此前,我国立法先后明确了数据出境的三条路径。2022年7月7日网信办发布的《数据出境安全评估办法》、2022年6月24日全国信息安全标准化技术委员会发布的《个人信息跨境处理活动安全认证规范》及2023年2月22日网信办发布的《个人信息出境标准合同办法》,上述三份文件强调“向境外提供数据”需要通过数据出境安全评估,或订立个人信息保护标准合同,或通过个人信息安全保护认证,构成了我国目前数据出境的三条路径(为了表述方便,以下合称为“数据出境前置监管”),通过这一立法演变的细节来看,《数据跨境规定》针对此前数据出境前置监管中的实际问题,调整了数据出境前置监管的适用标准,豁免了具有强出境必要性及少量个人信息出境的数据出境前置监管义务,降低了企业的数据合规成本,是对于此前规则的完善和突破。
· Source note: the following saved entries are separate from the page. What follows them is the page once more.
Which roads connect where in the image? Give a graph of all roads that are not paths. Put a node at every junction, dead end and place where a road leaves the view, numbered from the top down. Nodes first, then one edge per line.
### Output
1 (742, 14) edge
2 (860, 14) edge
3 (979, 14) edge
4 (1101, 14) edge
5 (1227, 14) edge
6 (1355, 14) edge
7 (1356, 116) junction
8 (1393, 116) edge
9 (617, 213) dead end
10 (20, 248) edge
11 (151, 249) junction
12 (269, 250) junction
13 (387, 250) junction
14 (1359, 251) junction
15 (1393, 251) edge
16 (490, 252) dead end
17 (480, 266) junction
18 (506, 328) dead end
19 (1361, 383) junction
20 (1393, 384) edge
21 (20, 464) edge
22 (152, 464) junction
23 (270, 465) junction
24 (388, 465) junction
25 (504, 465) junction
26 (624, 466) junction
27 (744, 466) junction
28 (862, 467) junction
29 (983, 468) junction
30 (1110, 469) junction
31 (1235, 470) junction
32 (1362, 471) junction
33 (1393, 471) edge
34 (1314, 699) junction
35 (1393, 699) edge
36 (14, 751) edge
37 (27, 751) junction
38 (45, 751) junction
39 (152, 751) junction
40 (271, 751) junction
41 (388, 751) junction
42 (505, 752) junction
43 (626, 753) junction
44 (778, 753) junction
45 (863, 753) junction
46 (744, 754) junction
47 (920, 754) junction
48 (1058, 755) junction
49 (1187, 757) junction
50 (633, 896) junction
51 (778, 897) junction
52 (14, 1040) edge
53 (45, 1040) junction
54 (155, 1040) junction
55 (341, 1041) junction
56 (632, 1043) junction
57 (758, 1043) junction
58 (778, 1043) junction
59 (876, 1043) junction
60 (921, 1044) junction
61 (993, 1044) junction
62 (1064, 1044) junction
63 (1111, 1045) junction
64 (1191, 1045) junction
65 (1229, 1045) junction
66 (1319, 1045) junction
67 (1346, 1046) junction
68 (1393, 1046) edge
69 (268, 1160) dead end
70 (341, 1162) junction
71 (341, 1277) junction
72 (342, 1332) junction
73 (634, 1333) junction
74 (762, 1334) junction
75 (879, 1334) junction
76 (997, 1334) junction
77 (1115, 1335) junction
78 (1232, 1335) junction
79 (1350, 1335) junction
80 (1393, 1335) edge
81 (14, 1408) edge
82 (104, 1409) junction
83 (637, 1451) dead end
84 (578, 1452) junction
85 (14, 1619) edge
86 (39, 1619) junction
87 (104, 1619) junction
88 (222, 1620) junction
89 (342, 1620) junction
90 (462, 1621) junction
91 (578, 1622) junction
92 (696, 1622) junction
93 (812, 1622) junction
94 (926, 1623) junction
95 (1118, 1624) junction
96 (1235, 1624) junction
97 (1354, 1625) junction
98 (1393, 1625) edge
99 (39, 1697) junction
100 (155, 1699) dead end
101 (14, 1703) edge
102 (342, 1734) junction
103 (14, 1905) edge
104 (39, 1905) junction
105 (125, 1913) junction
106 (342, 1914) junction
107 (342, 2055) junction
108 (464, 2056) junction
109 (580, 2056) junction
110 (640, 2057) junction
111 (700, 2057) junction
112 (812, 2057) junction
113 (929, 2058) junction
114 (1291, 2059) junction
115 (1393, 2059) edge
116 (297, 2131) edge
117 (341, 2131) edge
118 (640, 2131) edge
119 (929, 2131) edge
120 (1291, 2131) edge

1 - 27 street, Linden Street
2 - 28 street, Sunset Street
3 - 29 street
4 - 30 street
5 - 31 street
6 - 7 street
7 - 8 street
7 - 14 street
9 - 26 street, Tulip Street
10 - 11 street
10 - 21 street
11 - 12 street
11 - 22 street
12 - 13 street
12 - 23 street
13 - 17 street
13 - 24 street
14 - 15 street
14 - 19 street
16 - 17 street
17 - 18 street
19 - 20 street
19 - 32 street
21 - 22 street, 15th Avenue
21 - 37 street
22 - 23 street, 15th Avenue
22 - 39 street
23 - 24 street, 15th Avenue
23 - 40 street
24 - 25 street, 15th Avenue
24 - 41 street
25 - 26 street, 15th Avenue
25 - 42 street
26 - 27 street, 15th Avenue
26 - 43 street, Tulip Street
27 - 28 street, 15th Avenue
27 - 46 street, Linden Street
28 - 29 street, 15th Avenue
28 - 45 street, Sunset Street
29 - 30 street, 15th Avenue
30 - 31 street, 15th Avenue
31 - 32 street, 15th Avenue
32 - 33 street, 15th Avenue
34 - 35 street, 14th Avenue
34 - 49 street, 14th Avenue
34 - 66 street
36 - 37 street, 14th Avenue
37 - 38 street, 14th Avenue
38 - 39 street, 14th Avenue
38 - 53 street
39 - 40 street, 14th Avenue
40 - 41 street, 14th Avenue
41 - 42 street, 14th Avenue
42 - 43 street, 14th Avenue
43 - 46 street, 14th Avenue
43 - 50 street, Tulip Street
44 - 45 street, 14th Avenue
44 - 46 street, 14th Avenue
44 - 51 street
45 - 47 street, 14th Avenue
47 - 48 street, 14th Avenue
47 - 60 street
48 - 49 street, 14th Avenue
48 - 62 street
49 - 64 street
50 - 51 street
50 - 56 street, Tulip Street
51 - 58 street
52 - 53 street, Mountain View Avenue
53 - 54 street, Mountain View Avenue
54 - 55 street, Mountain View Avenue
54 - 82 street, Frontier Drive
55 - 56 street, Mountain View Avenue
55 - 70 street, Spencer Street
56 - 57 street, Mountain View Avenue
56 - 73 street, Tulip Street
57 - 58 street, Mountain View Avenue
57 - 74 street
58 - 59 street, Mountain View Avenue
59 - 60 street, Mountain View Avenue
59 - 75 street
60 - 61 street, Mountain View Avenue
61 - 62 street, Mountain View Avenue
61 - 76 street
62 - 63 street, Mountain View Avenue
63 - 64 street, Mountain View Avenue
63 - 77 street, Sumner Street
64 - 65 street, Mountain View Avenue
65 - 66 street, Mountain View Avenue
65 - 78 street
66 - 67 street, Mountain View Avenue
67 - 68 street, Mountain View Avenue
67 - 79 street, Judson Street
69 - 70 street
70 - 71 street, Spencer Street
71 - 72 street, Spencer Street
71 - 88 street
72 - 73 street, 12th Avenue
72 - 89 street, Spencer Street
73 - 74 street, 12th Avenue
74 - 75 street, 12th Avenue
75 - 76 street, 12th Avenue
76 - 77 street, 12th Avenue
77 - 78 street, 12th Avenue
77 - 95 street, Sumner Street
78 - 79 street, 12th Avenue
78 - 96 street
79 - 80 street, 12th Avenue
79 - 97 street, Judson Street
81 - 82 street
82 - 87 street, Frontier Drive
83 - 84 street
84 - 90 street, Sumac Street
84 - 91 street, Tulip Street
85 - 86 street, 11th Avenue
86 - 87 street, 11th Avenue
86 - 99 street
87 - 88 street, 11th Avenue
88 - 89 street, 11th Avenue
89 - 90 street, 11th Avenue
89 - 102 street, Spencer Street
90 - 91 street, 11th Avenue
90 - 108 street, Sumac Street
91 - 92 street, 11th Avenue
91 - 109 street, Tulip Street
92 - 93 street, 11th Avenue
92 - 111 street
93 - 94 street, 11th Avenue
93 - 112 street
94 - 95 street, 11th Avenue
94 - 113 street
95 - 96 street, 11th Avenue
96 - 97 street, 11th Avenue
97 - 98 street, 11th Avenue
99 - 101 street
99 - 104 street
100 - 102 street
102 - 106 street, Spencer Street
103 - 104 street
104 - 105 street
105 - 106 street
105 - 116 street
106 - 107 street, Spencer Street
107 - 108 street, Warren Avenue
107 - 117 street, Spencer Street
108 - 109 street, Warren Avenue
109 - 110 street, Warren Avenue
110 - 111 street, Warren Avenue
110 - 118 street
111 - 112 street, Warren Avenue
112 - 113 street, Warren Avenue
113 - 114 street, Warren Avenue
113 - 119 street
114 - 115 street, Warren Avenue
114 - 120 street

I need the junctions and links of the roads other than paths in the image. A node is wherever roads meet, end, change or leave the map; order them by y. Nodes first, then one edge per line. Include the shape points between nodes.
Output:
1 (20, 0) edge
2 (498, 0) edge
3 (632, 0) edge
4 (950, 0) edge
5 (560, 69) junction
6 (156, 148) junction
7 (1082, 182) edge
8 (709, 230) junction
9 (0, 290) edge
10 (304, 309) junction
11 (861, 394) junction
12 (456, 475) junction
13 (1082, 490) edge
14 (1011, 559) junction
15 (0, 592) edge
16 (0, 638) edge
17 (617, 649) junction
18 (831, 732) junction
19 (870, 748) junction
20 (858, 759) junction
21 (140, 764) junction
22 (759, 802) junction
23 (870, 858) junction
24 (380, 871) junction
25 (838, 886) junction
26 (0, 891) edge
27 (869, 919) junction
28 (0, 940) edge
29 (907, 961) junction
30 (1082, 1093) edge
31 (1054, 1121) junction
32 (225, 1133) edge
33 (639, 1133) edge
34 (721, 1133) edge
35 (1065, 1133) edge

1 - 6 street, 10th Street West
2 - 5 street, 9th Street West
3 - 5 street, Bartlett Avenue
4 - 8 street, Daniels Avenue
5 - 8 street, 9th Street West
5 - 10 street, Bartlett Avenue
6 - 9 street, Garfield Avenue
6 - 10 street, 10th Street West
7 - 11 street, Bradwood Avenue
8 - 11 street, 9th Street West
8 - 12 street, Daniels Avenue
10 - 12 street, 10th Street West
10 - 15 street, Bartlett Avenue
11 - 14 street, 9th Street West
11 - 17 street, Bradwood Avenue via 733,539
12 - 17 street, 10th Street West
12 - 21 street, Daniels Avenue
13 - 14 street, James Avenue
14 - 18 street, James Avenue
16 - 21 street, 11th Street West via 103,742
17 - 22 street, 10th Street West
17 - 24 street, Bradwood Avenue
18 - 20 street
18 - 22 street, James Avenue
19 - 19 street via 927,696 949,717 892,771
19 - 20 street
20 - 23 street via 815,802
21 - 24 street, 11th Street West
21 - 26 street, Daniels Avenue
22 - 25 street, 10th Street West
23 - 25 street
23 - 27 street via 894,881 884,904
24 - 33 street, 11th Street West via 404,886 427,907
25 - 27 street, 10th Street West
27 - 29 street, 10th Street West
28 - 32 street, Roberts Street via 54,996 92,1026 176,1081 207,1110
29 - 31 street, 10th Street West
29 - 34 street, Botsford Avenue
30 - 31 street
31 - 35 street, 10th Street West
《数据跨境规定》出台的总体背景是国内外数据跨境流通进入了新的发展阶段提出了新的要求。就国内来看,促进数据的跨境交易不仅一直被视为我国数据要素市场建设的应有之义,更被作为促进外商投资优化投资环境的重要因素,因此也成为立法者关注的焦点。国务院在2023年7月发布的《关于进一步优化外商投资环境加大吸引外商投资力度的意见》中提出,要探索便利化的数据跨境流动安全管理机制。在《数据跨境规定》中,数据出境的必要性的判断从监督部门主导向由“向境外提供数据”的一方主导转变,赋予了企业更多自主判断的空间。从国际上看,随着欧盟在2023年7月10日通过了欧盟-美国数据隐私框架(DPA)的决定,使得本因“隐私盾”框架无效而受阻的欧美间数据流通重新建立起了流通关系,由欧美主导的数据流通范式很可能在全球范围内确立。在上述背景下,《数据跨境规定》本质上是我国参与国际数据流通生态建设的最新尝试,这也意味着对于《数据跨境规定》所设立之规则的任何评析,均不应忽视对国际实践范式的比较分析。
从立法价值追求而言,《数据跨境规定》也作出了重大的立法价值的转变。此前,我国关于数据出境战略的主要侧重点在于数据主权和数据安全,《数据跨境规定》则是从促进数据跨境流通与数据交易的角度对原本的规范内容进行了调整,对重要数据认定的放开与多种场景的义务豁免,可以相当程度地促进跨境数据流通,也为跨境电商、跨境服务、跨境数据交易等商业活动提供了便利。在此意上,《数据跨境规定》基于新的发展需求对于安全与流通关系再平衡,对数据的国际交流合作提供了重大利好。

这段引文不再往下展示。